2025-12-15 09:38:50 118

4 Answers

Nora
Nora
2025-12-16 03:15:23
The ending of 'Laertes' gutted me in the best way. No spoilers, but it flips the script on who gets a 'happy' resolution. Claudius still dies, but it’s messy—Laertes hesitates, and Hamlet’s final act feels more like an accident than vengeance. The real kicker? Rosencrantz and Guildenstern become key witnesses, exposing the corruption. It’s not a clean wrap-up; you’re left wondering if justice was even served. The ambiguity makes it stick with you for days.
Oliver
Oliver
2025-12-16 16:30:04
Ever since I picked up 'Laertes: A Hamlet Retelling,' I couldn't shake the way it reimagined the classic tragedy. The ending diverges brilliantly from Shakespeare’s original—instead of the bloodbath at Elsinore, Laertes survives, haunted but wiser. His arc becomes about breaking cycles of revenge, and the final scene shows him setting sail, literally and metaphorically leaving Denmark’s ghosts behind. It’s bittersweet; he’s free but burdened by what he’s lost.

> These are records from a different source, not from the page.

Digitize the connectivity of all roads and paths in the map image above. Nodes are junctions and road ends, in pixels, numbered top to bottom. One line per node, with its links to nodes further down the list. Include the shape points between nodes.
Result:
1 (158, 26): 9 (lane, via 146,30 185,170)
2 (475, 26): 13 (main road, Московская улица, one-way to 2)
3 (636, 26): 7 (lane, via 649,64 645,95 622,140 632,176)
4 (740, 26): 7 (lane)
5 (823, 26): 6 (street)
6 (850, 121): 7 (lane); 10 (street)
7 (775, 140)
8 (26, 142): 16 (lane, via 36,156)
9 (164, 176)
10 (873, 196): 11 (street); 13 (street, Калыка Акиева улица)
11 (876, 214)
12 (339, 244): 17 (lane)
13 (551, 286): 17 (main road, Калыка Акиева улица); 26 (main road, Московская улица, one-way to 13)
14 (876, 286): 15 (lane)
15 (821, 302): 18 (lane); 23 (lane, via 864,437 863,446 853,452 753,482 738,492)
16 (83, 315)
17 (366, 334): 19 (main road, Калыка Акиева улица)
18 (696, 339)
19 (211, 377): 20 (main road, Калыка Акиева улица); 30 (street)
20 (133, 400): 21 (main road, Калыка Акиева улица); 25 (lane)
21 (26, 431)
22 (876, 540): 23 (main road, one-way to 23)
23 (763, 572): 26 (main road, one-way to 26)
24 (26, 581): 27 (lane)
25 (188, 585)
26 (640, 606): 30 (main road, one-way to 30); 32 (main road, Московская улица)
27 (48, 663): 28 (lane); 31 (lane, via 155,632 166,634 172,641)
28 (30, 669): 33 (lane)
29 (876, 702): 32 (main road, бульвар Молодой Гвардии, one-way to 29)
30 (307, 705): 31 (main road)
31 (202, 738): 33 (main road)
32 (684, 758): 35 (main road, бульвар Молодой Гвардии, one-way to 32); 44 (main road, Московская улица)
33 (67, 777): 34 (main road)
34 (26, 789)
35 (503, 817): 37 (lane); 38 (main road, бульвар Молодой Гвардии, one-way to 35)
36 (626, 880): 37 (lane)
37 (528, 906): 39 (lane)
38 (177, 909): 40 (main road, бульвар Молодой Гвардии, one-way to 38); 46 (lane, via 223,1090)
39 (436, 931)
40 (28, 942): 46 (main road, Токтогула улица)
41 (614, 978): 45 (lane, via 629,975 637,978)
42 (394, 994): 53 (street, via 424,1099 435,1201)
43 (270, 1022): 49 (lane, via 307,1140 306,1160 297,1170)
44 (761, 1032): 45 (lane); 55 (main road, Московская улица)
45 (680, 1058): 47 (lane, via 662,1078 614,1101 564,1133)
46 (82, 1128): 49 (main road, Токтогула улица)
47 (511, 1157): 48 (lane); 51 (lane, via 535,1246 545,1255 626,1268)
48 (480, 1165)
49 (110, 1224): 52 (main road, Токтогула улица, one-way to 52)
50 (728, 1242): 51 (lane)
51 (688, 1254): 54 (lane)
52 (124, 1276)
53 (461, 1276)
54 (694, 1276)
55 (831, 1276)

What struck me most was how the author fleshed out Ophelia’s offstage fate. Her diary entries, discovered by Laertes, reveal she faked her death to escape the court’s machinations. The revelation reframes his grief into something quieter—regret for not seeing her struggle sooner. The book’s last line, 'The sea forgives what the land cannot,' lingers like a whisper.
Willow
Willow
2025-12-17 19:07:22
'Laertes' ends with a punch. After the duel, Laertes burns Yorick’s skull—a symbolic rejection of the past—and gives Hamlet’s story to Horatio to chronicle. The last pages focus on Horatio’s guilt over sanitizing the truth. It’s meta, questioning how stories get shaped. Not what I expected from a retelling, but it works. The author leaves you chewing over who really controls the narrative.
Rosa
Rosa
2025-12-18 13:54:49
I adore how 'Laertes: A Hamlet Retelling' subverts expectations. The climax mirrors the original play’s duel, but here, Laertes deliberately misses Hamlet. Their confrontation becomes a dialogue—about fathers, legacy, and whether revenge is worth perpetuating pain. Fortinbras never invades; instead, Denmark descends into civil unrest, and Laertes chooses exile. The epilogue jumps ahead years later, showing him as a merchant in Venice, still wearing Ophelia’s ribbon. It’s a quiet ending, but the emotional weight is crushing.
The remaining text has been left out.